INAUT   24330
INSTITUTO DE AUTOMATICA
Unidad Ejecutora - UE
artículos
Título:
Substrate feeding Strategy Integrated with a Biomass Bayesian Estimator for a Biotechnological Process
Autor/es:
FERNANDO A. DI SCIASCIO; QUINTERO OLGA LUCÍA; ADRIANA N. AMICARELLI
Revista:
INTERNATIONAL JOURNAL OF CHEMICAL REACTOR ENGINEERING
Editorial:
BERKELEY ELECTRONIC PRESS
Referencias:
Año: 2016 vol. 14 p. 1187 - 1200
ISSN:
1542-6580
Resumen:
This work proposes a substrate feeding strategy for a bioprocess integrated with a biomass estimator based in nonlinear filtering techniques.

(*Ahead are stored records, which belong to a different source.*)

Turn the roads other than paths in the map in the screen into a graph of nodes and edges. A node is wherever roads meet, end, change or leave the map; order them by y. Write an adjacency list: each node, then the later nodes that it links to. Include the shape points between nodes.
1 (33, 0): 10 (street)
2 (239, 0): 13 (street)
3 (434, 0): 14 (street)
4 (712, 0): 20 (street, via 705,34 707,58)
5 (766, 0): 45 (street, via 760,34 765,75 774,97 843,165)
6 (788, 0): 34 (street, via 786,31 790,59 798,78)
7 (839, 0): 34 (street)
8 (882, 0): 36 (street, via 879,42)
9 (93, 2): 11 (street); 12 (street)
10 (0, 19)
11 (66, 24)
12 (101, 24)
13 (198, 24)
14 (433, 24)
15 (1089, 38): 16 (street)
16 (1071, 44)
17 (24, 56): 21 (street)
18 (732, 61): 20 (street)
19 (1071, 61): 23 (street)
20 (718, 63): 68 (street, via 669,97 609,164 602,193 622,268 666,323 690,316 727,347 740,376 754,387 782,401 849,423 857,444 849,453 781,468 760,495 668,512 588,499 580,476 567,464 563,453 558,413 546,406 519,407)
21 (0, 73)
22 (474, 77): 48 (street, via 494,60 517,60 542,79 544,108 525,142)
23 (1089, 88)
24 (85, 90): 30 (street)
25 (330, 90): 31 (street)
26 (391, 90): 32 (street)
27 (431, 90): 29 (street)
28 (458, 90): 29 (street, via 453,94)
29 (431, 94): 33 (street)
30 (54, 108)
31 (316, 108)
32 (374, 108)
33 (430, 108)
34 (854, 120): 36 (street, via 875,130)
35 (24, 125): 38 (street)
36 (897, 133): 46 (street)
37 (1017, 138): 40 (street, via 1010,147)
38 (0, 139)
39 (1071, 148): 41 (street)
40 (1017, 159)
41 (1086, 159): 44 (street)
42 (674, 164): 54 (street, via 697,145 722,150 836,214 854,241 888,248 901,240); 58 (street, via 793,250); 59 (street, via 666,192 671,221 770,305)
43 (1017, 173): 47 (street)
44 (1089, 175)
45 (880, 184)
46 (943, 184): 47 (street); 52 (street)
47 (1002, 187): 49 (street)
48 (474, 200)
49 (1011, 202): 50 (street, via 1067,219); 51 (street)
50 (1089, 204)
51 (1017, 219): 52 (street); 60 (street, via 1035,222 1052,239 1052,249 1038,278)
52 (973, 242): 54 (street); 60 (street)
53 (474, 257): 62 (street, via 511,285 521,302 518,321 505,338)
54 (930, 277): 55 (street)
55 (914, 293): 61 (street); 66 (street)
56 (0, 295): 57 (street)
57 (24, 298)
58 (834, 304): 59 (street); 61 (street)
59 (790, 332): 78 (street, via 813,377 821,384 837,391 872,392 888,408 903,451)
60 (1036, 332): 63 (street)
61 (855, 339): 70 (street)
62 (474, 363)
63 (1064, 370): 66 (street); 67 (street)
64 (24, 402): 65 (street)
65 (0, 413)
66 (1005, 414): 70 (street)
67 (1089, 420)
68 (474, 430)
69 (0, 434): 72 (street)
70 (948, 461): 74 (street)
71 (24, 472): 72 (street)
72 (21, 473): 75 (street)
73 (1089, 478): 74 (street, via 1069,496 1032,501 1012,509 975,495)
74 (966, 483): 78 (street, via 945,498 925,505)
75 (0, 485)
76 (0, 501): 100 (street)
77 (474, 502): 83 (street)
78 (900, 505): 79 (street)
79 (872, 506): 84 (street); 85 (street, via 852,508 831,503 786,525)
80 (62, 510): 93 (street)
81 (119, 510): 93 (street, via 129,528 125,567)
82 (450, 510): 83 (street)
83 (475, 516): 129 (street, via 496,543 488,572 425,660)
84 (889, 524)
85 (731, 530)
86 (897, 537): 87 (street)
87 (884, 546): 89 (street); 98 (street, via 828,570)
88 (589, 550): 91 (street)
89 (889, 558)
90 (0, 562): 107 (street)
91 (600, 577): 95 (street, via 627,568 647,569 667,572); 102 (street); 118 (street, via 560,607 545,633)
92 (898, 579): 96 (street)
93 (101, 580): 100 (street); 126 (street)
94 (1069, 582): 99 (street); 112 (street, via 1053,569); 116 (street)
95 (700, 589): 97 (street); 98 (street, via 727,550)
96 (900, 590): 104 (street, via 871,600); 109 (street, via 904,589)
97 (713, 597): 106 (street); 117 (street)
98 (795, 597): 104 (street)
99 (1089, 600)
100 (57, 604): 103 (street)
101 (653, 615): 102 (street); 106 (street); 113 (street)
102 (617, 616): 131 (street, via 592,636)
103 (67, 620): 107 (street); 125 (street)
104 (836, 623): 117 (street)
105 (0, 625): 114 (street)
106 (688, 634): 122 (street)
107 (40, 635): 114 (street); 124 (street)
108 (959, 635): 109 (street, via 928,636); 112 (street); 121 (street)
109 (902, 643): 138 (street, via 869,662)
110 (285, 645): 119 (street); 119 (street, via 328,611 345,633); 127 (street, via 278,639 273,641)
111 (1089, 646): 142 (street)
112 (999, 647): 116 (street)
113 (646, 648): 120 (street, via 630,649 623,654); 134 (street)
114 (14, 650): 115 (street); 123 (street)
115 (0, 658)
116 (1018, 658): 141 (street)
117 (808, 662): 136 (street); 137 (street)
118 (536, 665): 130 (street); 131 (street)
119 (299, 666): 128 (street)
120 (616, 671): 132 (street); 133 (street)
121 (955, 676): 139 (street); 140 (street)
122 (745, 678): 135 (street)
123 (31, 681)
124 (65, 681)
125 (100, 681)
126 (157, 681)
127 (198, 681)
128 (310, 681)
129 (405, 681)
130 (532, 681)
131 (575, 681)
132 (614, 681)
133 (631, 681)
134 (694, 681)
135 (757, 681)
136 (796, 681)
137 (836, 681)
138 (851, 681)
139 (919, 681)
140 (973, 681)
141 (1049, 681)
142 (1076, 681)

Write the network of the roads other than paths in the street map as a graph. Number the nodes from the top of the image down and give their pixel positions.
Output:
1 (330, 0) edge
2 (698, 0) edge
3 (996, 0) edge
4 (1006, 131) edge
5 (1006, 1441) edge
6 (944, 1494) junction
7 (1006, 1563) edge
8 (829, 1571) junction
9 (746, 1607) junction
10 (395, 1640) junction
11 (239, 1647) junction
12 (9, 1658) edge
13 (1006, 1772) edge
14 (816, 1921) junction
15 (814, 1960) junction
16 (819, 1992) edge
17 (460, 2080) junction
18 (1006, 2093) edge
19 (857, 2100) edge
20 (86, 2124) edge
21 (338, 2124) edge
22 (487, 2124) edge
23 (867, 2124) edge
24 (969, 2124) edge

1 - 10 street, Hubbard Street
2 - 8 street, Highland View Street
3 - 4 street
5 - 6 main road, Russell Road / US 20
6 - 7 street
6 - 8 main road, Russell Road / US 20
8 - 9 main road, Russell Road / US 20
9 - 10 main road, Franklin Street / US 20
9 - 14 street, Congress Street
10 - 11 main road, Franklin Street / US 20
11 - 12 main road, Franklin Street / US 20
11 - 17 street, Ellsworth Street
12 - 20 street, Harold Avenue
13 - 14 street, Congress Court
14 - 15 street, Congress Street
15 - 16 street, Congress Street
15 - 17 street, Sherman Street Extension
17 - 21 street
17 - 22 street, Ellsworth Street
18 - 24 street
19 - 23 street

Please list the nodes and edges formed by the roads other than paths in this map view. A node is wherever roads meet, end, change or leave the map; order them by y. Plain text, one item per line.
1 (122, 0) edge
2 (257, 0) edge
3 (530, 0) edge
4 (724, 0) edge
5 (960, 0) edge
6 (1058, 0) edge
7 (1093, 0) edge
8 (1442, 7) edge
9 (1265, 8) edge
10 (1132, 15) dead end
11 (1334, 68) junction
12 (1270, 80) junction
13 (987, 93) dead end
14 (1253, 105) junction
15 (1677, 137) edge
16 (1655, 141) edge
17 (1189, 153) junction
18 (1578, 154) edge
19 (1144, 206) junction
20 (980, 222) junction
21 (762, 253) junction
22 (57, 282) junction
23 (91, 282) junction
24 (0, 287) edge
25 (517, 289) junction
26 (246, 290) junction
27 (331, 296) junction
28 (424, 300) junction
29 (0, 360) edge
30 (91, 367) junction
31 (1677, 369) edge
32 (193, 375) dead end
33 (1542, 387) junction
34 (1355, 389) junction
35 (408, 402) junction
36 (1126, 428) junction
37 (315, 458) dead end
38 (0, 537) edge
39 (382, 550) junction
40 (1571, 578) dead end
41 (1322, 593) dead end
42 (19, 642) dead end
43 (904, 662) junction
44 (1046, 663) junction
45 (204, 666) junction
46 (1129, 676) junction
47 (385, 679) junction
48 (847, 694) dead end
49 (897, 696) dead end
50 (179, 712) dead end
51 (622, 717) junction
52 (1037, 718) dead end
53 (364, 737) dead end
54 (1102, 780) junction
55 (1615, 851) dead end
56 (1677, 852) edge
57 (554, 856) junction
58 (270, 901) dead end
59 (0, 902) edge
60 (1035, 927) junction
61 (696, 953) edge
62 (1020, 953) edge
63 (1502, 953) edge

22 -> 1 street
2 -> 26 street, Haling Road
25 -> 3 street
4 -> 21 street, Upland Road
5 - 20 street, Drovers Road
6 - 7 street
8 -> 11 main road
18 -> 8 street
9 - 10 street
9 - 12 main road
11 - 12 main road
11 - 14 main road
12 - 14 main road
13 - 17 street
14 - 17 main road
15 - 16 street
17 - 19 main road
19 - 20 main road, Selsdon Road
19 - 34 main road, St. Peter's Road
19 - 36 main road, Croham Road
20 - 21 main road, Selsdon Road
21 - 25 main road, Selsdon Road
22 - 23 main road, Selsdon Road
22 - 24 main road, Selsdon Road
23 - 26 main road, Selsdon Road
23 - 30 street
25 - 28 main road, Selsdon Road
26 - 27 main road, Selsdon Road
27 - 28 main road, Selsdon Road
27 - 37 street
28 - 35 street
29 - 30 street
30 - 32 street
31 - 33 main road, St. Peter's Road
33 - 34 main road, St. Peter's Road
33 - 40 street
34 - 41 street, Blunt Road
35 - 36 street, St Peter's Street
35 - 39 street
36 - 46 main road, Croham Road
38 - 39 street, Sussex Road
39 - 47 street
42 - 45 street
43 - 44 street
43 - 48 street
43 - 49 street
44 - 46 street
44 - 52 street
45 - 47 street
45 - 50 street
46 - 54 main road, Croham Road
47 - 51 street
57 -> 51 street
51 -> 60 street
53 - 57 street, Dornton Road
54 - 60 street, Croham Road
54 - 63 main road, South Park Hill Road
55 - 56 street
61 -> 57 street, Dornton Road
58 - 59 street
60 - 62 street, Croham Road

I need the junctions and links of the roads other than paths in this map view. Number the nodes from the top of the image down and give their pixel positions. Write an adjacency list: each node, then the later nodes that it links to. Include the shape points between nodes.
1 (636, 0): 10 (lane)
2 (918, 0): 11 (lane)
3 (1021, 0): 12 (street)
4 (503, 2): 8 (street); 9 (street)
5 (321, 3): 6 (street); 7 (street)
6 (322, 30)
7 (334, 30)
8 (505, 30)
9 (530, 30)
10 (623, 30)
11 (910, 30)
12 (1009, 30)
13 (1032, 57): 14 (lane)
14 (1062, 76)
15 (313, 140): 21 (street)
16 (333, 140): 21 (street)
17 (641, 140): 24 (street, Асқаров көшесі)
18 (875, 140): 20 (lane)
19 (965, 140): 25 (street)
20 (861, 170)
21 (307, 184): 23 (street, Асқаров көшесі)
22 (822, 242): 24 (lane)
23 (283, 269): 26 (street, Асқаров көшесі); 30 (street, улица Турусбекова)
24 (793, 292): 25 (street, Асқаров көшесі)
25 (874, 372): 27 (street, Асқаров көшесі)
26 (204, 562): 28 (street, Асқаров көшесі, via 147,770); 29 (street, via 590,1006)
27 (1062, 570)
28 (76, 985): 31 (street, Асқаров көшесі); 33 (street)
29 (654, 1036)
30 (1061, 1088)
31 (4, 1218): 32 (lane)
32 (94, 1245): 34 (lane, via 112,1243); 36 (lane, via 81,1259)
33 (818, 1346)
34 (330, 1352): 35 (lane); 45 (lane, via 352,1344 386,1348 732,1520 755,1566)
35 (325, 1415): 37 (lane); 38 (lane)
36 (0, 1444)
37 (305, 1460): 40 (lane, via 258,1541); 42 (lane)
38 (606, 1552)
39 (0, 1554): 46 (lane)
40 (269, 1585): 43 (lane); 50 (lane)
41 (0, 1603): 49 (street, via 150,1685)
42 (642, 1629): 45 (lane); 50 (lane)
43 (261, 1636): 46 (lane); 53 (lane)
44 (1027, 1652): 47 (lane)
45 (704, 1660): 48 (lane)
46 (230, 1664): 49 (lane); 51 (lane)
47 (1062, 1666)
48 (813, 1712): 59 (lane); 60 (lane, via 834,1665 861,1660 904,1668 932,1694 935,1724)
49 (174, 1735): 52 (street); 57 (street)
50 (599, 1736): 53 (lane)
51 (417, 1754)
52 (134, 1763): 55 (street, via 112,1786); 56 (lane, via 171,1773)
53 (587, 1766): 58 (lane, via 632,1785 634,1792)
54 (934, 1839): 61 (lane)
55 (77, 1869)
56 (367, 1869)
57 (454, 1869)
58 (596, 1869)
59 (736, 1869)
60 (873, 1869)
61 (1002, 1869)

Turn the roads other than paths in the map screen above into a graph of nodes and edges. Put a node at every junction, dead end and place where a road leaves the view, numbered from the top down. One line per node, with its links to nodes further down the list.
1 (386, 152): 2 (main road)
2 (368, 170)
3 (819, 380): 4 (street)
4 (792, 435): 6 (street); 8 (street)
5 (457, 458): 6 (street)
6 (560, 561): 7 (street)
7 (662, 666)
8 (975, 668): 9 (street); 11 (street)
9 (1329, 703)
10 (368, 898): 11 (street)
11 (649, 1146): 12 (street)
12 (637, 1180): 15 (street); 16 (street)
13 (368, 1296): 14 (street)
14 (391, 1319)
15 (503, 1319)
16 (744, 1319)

The performance of the proposed estimator and the substrate strategy are illustrated for the δ-endotoxin production of Bacillus thuringiensis (Bt) in batch and fed batch cultures. Nonlinear filtering techniques constitutes an adequate option as estimation tool because of the strongly nonlinear dynamics of this bioprocess and also due to nature of the uncertainties and perturbations that cannot be supposed Gaussians distributed. Biomass estimation is performed from substrate and dissolved oxygen. Substrate feeding strategy is intended to obtain high product concentration. Simulations results along with their experimental verifications demonstrate the acceptable performance of the proposed biomass estimator and the substrate feeding strategy.